The Constitution of Liberty, F. A. Hayek

Sowell whet my appetite for a more in-depth look at socio-economic studies, so I took a stab at Hayek’s magnum opus. It’s a bit dense at times, but that’s more a reflection on the reader than the author. This is a tremendous repository of wisdom for citizens of any nation. Hayek’s commentary on issues from unionism to taxation to social security to state coercion reads as though it was taken from present-day political discussions rather than a 5-decade-old treatise. This is a more openly ideological work than most books on economic theory, but Hayek’s razor-sharp intellect makes his arguments in favor of limited government and free markets sound like the height of accepted wisdom. A must-read for anyone in any kind of policymaking position.

Desiring God, John Piper

I’m rather embarrassed to have never read this classic before., but I’m glad I took the time to enjoy it this year. Enough has been said about this book elsewhere to fill a shelf (and Piper’s eponymous parachurch is a daily fleshing-out of its themes), and all I’ll add is that it is a unique and powerful work. Joy is the only valid motivation for the Christian, as it wasn’t for duty that Christ died.

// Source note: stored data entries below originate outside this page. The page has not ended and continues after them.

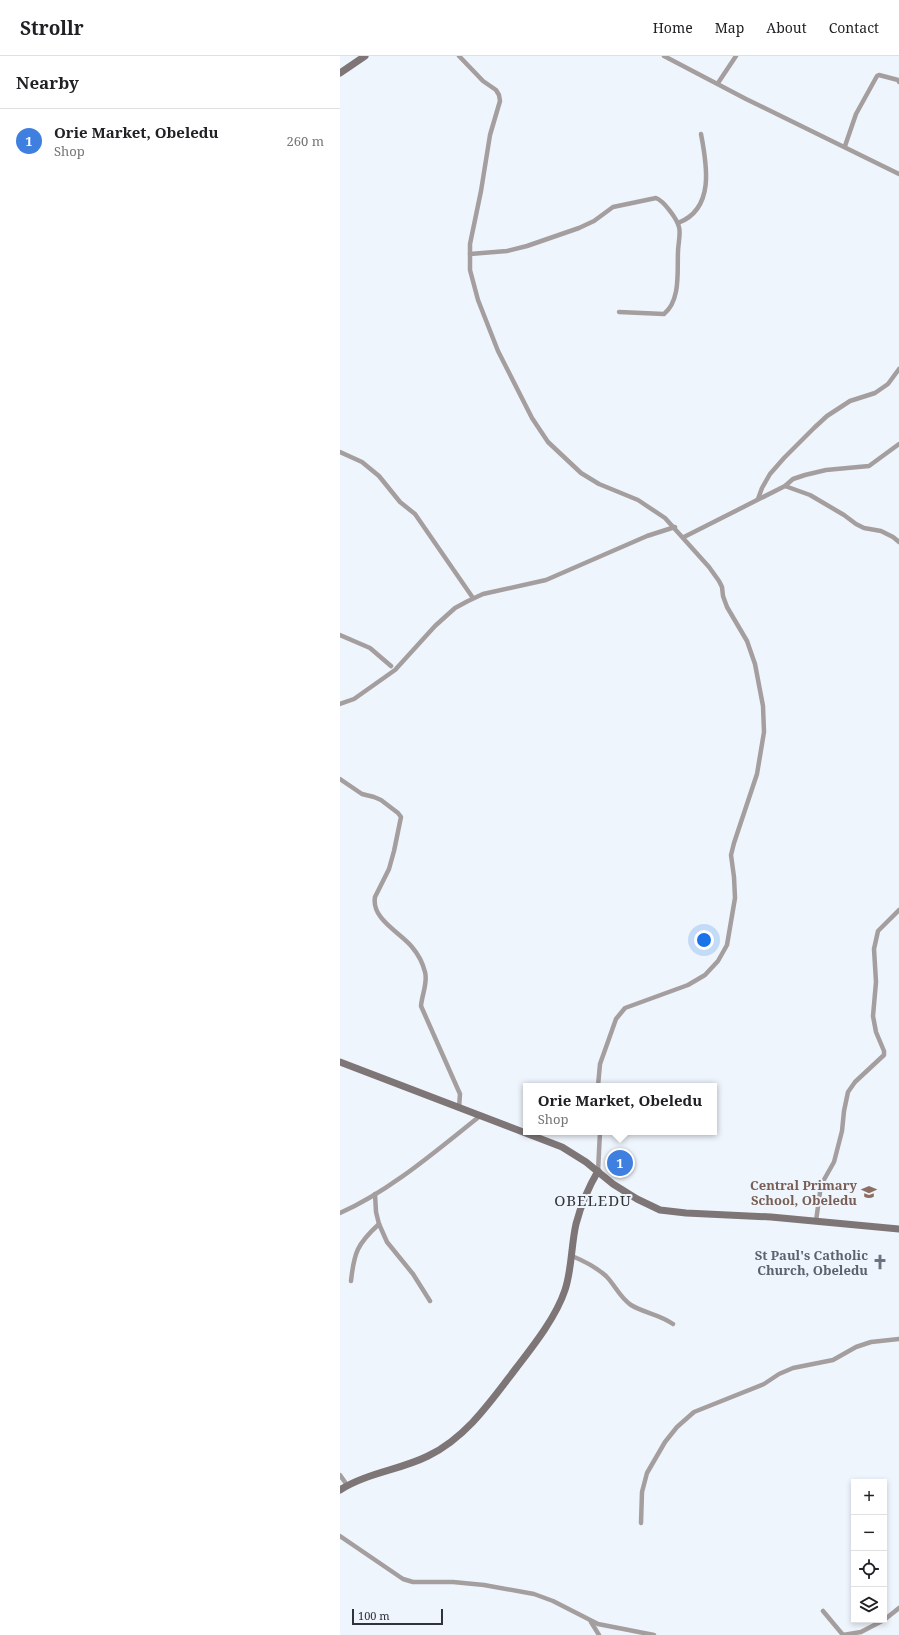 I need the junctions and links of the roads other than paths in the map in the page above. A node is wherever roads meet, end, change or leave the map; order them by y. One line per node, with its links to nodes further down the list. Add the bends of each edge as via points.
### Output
1 (365, 56): 5 (main road)
2 (460, 56): 13 (street, via 483,81 496,90 500,101 490,135)
3 (664, 56): 8 (street)
4 (736, 56): 8 (street)
5 (355, 58): 6 (main road)
6 (340, 73)
7 (899, 82): 10 (street, via 877,76 856,114)
8 (718, 83): 10 (street)
9 (701, 134): 12 (street, via 706,160 702,204)
10 (845, 146): 11 (street)
11 (899, 174)
12 (678, 223): 13 (street, via 661,200 650,198 613,207 579,228 527,246 507,251); 14 (street, via 680,231 677,284 669,310 664,314)
13 (470, 254): 20 (street, via 472,277 486,322 532,418 548,442 587,477 613,491 638,500)
14 (619, 312)
15 (899, 369): 19 (street, via 882,388 850,401 827,416 770,474)
16 (899, 444): 18 (street, via 869,466 812,473)
17 (340, 452): 23 (street, via 362,462 379,476 400,502 415,514)
18 (785, 486): 19 (street); 22 (street, via 810,495 856,524 881,531)
19 (758, 499): 21 (street)
20 (675, 527): 21 (street); 23 (street, via 647,536 546,580)
21 (684, 537): 30 (street, via 719,581 727,607 747,640 755,664 763,706 757,774 731,855 735,898 727,945 718,961 705,975 688,985 625,1008 616,1019 600,1064)
22 (899, 542)
23 (473, 598): 26 (street, via 455,608 435,626 395,670 354,698)
24 (340, 635): 25 (street, via 370,648)
25 (391, 666)
26 (340, 704)
27 (340, 779): 31 (street, via 362,794 381,800 401,817 389,869 374,902 382,919 412,946 425,971 421,1006 460,1094)
28 (899, 910): 39 (street, via 878,931 874,949 876,982 873,1016 884,1055 848,1092 842,1131 834,1162 822,1185)
29 (340, 1062): 31 (main road)
30 (598, 1083)
31 (459, 1108): 32 (main road)
32 (480, 1116): 33 (main road); 37 (street)
33 (523, 1132)
34 (530, 1135): 36 (main road, via 562,1147)
35 (600, 1135): 36 (street)
36 (598, 1171): 39 (main road, via 613,1184 660,1210); 42 (main road, via 585,1197 576,1225)
37 (375, 1194): 38 (street, via 359,1205); 40 (street)
38 (340, 1213)
39 (816, 1221): 41 (main road)
40 (379, 1224): 43 (street, via 356,1251); 44 (street, via 387,1242 413,1274)
41 (899, 1229)
42 (572, 1256): 45 (street, via 607,1277 630,1304 663,1317); 48 (main road, via 565,1290 556,1308 534,1345 486,1409 444,1448)
43 (351, 1281)
44 (430, 1301)
45 (673, 1324)
46 (899, 1339): 50 (street, via 871,1342 833,1360 793,1368 764,1384 694,1412 665,1442 647,1473 642,1492)
47 (340, 1475): 48 (street)
48 (347, 1485): 49 (main road)
49 (340, 1490)
50 (641, 1523)
51 (340, 1536): 55 (street, via 403,1579 413,1582 453,1582 534,1594 553,1601)
52 (899, 1608): 54 (street)
53 (823, 1611): 56 (street, via 843,1635 861,1632)
54 (887, 1618)
55 (590, 1622): 57 (street); 58 (street)
56 (878, 1623)
57 (599, 1635)
58 (654, 1635) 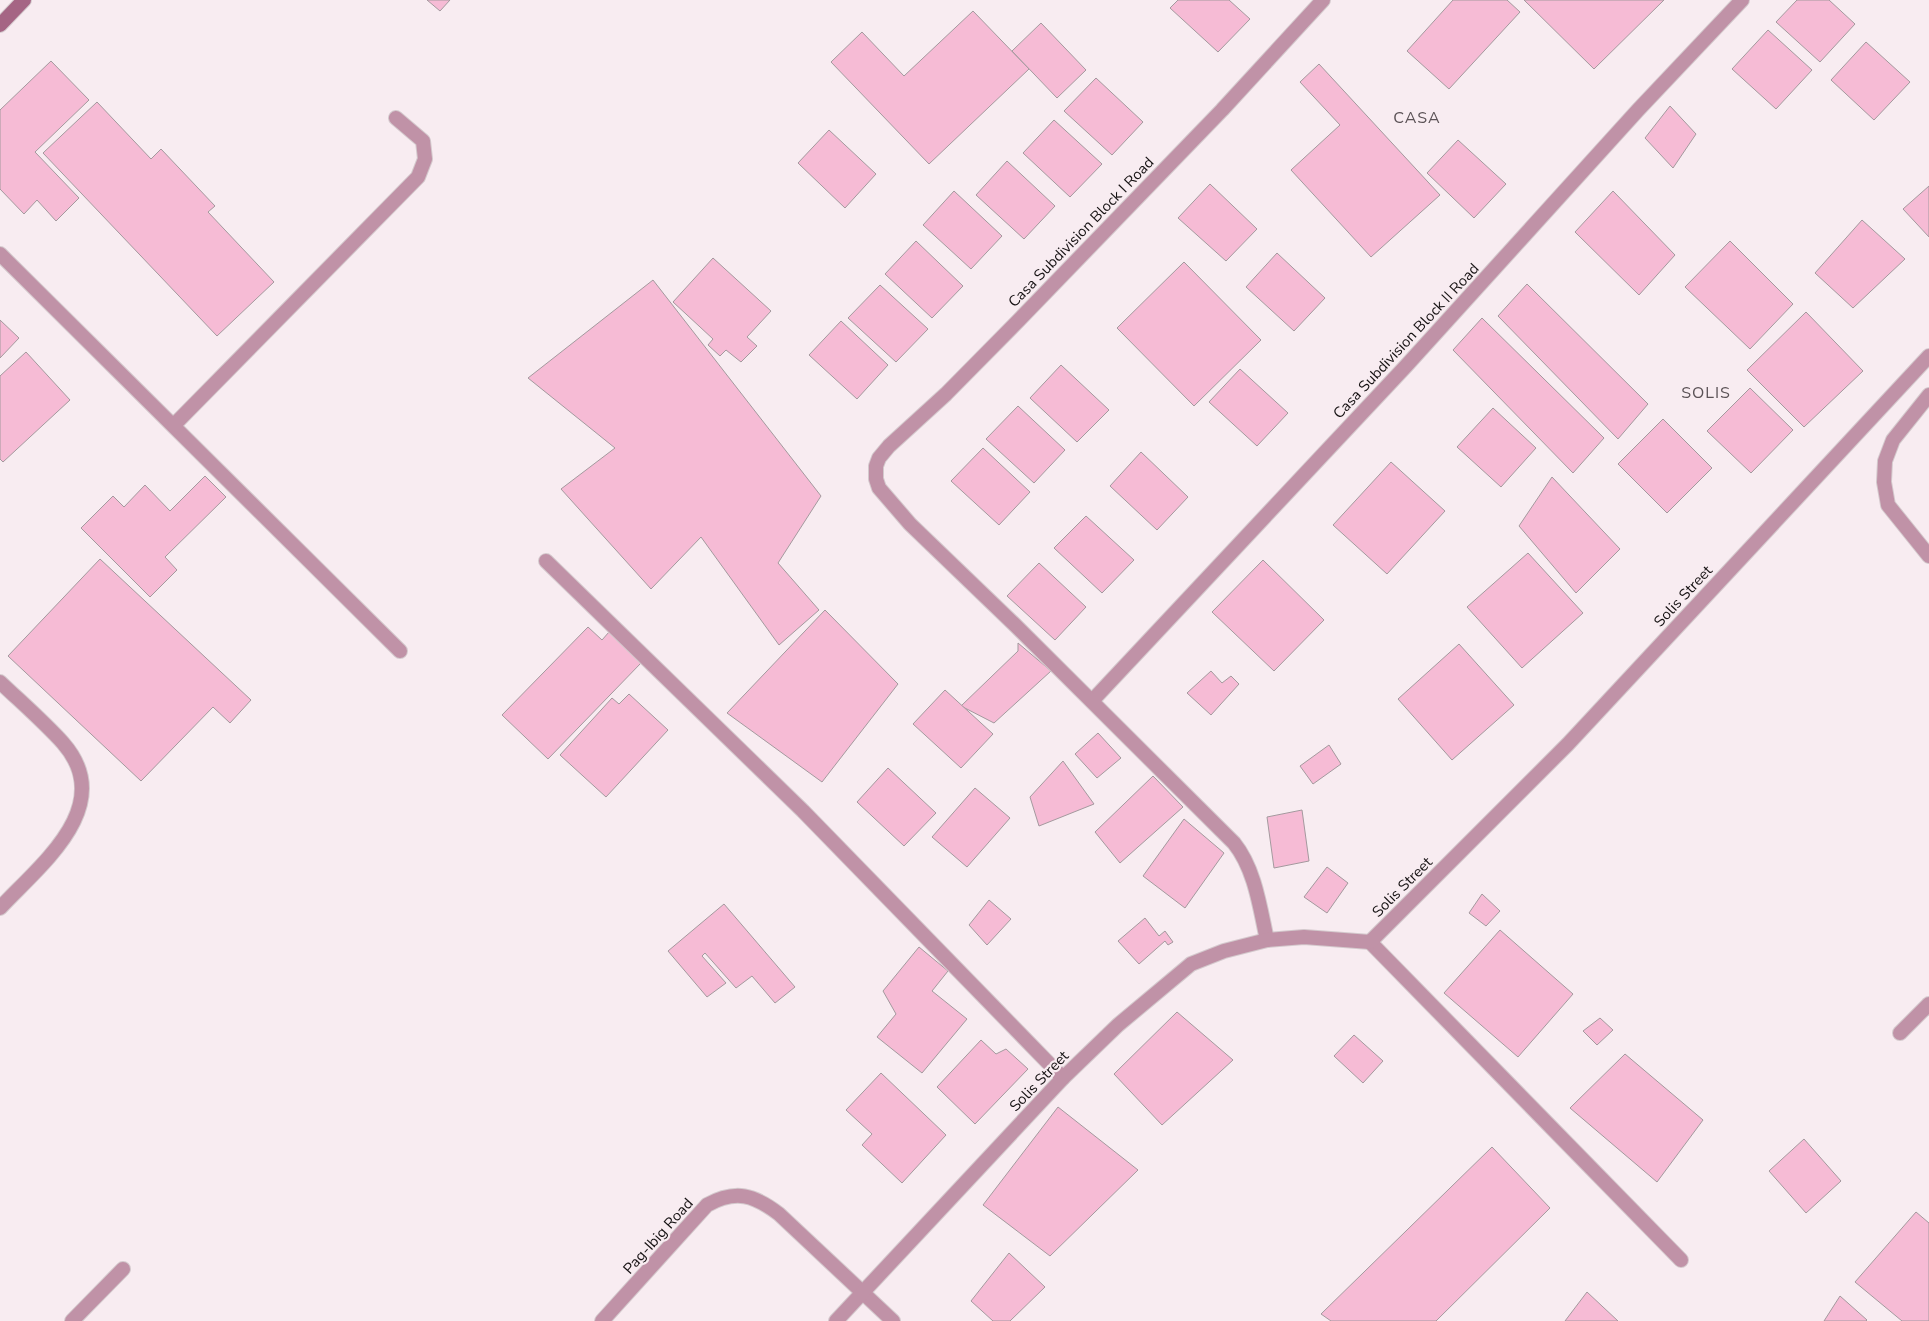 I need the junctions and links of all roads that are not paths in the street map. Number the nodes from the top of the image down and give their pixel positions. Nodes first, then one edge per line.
1 (24, 0) edge
2 (1323, 0) edge
3 (1742, 0) edge
4 (0, 25) edge
5 (396, 118) dead end
6 (0, 254) edge
7 (1929, 356) edge
8 (1929, 395) edge
9 (174, 425) junction
10 (1929, 556) edge
11 (546, 561) dead end
12 (400, 651) dead end
13 (0, 682) edge
14 (1092, 701) junction
15 (0, 908) edge
16 (1267, 940) junction
17 (1370, 942) junction
18 (1929, 1004) edge
19 (1900, 1033) dead end
20 (1064, 1078) junction
21 (1681, 1260) dead end
22 (123, 1269) dead end
23 (862, 1294) junction
24 (72, 1321) edge
25 (602, 1321) edge
26 (836, 1321) edge
27 (893, 1321) edge

1 - 4 main road
2 - 14 street, Casa Subdivision Block I Road
3 - 14 street, Casa Subdivision Block II Road
5 - 9 street
6 - 9 street
7 - 17 street, Solis Street
8 - 10 street
9 - 12 street
11 - 20 street
13 - 15 street
14 - 16 street
16 - 17 street, Solis Street
16 - 20 street, Solis Street
17 - 21 street
18 - 19 street
20 - 23 street, Solis Street
22 - 24 street
23 - 25 street, Pag-Ibig Road
23 - 26 street, Solis Street
23 - 27 street, Pag-Ibig Road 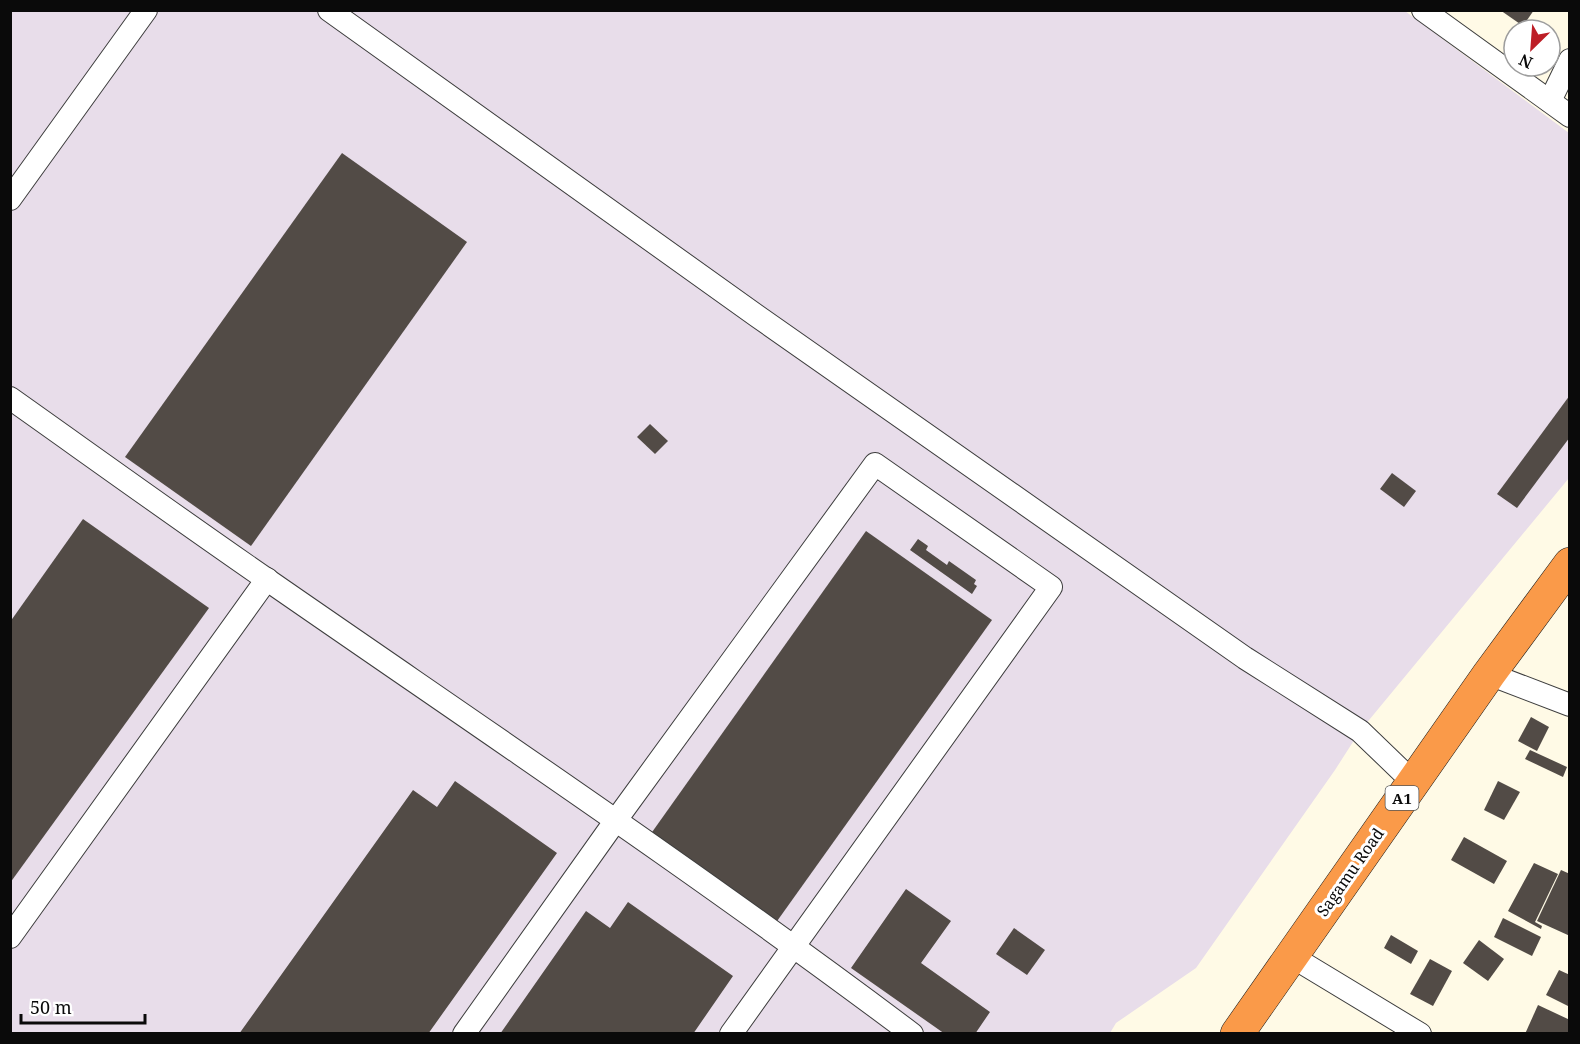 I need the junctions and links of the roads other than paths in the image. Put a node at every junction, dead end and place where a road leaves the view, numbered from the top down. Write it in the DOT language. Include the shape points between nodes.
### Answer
graph roads {
  1 [pos="146,10"];
  2 [pos="329,10"];
  3 [pos="1423,10"];
  4 [pos="1569,60"];
  5 [pos="1550,101"];
  6 [pos="1569,116"];
  7 [pos="10,199"];
  8 [pos="10,398"];
  9 [pos="1569,564"];
  10 [pos="267,579"];
  11 [pos="1489,674"];
  12 [pos="1569,705"];
  13 [pos="1413,782"];
  14 [pos="616,819"];
  15 [pos="10,937"];
  16 [pos="793,945"];
  17 [pos="1291,956"];
  18 [pos="464,1034"];
  19 [pos="731,1034"];
  20 [pos="912,1034"];
  21 [pos="1237,1034"];
  22 [pos="1420,1034"];
  1 -- 7 [label="street"];
  2 -- 13 [label="street" via="1216,637 1360,731"];
  3 -- 5 [label="street"];
  4 -- 5 [label="street"];
  5 -- 6 [label="street"];
  8 -- 10 [label="street"];
  9 -- 11 [label="highway, Sagamu Road / A1"];
  10 -- 14 [label="street"];
  10 -- 15 [label="street"];
  11 -- 12 [label="street"];
  11 -- 13 [label="highway, Sagamu Road / A1"];
  13 -- 17 [label="highway, Sagamu Road / A1"];
  14 -- 16 [label="street"];
  14 -- 16 [label="street" via="875,464 1051,586"];
  14 -- 18 [label="street"];
  16 -- 19 [label="street"];
  16 -- 20 [label="street"];
  17 -- 21 [label="highway, Sagamu Road / A1"];
  17 -- 22 [label="street"];
}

The Adventures of Huckleberry Finn, Mark Twain

Another one I’m embarrassed to have missed up to this point. Finn is so ingrained in the fabric of our American culture that it’s easy to think you know the story without ever having read it. It’s easy to see why it’s one of the classics–Twain’s narrative style is comically brilliant, his themes touch every aspect of life in 19th century America, and his insight into the soul of the nation still resonates. Truly the firstborn of American novels.

A Praying Life: Connecting with God in a Distracting World, Paul E. Miller

I had heard about this book from various quarters for quite a while, but I wasn’t in a hurry to get a copy. Frankly, I’m not a fan of books about prayer and other spiritual disciplines because they often share a common flaw–an author assumes that the way that God worked with him in his own life is somehow a measurable, normative prescription for how God works with everyone. Miller delightfully avoids this temptation, and the result is a book that is both bold and helpful. Read my full review HERE.